__Work required__: Using the entries that follow, state how many lines contain the word "강변북로". The response is that number and nothing more.

__Data shown__:
####
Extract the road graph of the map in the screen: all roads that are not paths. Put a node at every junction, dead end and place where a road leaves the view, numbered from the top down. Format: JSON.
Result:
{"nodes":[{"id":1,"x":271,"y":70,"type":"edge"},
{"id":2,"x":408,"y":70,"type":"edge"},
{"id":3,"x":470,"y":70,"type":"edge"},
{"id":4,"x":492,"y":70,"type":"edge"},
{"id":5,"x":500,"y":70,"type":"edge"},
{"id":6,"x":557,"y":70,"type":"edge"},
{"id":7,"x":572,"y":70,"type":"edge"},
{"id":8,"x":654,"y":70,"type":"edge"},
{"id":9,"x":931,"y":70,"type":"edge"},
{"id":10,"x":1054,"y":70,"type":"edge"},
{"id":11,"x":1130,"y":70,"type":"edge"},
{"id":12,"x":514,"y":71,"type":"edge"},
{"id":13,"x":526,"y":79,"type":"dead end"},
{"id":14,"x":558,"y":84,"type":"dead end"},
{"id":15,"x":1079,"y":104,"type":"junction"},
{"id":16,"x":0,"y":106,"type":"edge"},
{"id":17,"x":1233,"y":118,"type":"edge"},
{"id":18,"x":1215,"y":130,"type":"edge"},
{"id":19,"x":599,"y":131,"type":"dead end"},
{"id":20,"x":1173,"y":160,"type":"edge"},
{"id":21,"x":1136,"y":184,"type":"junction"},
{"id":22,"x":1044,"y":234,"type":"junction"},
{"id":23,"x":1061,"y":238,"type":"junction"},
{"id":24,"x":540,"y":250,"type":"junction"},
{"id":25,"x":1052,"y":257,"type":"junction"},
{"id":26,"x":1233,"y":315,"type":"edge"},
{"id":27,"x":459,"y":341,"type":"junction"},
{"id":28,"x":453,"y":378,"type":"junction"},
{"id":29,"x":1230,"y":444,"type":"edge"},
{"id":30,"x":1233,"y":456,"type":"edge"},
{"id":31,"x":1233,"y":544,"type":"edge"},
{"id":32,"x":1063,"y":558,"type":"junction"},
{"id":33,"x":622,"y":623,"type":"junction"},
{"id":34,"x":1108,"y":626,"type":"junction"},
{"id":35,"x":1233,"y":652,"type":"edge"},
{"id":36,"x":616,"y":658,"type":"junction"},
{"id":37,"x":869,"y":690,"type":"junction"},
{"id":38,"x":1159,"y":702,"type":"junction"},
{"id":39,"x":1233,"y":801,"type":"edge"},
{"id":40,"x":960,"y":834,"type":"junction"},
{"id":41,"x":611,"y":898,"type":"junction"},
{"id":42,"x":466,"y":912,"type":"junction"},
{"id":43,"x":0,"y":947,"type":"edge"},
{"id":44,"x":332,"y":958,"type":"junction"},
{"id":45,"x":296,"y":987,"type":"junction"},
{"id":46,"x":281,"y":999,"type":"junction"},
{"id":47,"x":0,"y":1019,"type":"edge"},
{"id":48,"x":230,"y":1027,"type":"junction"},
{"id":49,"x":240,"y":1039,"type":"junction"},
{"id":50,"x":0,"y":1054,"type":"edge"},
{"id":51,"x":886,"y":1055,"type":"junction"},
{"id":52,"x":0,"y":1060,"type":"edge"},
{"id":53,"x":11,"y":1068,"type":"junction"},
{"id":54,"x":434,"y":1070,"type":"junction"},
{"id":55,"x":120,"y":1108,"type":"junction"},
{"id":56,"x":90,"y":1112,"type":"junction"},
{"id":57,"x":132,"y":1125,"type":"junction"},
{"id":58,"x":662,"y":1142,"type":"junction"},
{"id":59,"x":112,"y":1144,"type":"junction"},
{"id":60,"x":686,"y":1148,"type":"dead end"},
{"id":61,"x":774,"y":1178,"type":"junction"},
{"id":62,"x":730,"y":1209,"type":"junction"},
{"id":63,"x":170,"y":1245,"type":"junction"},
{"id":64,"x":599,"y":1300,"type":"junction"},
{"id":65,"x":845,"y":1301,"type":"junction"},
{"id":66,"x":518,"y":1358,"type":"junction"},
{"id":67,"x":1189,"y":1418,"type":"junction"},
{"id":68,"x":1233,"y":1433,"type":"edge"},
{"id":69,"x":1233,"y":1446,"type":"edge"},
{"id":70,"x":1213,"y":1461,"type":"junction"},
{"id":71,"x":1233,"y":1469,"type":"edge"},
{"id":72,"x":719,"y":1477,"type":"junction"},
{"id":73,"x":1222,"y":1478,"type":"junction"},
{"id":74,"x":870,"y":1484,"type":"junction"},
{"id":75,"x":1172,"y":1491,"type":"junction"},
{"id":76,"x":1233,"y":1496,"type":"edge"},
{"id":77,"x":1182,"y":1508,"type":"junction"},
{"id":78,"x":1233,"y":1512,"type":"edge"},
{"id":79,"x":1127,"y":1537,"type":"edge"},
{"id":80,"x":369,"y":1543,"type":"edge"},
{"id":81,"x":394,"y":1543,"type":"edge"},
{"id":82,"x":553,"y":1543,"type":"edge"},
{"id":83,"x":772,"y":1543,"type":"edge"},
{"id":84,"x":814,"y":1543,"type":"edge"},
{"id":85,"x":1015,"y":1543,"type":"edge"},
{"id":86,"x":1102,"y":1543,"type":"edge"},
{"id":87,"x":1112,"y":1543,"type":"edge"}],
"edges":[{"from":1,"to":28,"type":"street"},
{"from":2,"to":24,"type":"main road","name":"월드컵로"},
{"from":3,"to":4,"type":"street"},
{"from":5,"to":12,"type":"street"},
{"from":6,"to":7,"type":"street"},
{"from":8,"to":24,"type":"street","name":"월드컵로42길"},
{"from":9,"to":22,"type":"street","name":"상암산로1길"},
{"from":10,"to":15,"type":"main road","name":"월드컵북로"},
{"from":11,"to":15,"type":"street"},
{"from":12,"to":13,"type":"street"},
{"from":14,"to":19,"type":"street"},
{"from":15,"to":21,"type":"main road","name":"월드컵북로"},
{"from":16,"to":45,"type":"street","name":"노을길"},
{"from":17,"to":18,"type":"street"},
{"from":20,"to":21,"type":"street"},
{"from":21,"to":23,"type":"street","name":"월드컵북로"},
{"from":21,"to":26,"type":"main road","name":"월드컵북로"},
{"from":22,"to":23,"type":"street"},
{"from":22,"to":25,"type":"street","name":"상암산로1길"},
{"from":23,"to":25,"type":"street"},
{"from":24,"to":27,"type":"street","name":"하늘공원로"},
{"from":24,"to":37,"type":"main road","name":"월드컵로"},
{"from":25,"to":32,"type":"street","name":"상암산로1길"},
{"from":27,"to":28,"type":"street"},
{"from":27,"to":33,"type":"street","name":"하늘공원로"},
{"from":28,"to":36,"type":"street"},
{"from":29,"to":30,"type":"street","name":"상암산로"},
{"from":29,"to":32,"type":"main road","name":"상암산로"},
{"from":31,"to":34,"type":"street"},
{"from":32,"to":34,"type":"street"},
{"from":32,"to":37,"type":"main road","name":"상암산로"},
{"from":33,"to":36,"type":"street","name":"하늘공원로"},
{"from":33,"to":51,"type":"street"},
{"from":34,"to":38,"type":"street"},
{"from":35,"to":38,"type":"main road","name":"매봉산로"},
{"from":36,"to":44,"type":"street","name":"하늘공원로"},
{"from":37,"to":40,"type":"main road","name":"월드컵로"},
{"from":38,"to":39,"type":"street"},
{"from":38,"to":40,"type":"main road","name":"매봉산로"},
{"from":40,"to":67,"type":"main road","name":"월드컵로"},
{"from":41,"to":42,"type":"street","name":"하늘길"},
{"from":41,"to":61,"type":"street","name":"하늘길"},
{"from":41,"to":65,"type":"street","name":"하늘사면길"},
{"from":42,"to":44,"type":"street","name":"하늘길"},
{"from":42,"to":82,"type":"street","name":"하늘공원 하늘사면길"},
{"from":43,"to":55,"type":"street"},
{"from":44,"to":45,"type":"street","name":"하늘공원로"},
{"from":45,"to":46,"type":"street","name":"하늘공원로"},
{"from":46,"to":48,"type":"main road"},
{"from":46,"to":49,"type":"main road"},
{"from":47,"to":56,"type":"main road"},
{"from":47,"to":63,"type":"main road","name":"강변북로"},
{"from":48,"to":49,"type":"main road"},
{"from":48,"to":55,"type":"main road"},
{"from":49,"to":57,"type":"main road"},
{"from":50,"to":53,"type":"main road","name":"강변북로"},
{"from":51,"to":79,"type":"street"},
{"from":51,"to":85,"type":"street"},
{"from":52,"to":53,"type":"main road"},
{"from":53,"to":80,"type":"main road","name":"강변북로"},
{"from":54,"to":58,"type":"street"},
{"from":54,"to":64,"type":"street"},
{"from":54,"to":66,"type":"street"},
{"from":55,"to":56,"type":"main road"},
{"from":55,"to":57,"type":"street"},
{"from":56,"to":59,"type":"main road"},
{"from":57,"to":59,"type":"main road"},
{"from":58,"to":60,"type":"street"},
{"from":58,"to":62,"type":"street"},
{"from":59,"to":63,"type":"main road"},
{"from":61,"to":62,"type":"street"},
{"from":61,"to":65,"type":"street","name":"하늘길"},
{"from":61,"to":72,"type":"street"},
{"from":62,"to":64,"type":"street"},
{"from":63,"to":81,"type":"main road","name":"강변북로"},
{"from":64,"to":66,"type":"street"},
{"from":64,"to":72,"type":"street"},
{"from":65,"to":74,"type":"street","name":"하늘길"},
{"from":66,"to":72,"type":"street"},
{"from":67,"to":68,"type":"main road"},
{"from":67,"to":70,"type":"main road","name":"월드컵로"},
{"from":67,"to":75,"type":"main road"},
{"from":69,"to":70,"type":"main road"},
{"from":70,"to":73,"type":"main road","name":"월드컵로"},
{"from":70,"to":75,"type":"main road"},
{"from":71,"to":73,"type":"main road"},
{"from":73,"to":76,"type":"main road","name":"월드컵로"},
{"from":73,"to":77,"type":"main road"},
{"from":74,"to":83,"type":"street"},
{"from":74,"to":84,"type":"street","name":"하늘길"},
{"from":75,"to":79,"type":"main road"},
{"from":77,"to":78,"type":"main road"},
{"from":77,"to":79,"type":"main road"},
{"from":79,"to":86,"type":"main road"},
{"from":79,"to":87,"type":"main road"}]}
####
__Task response__: 4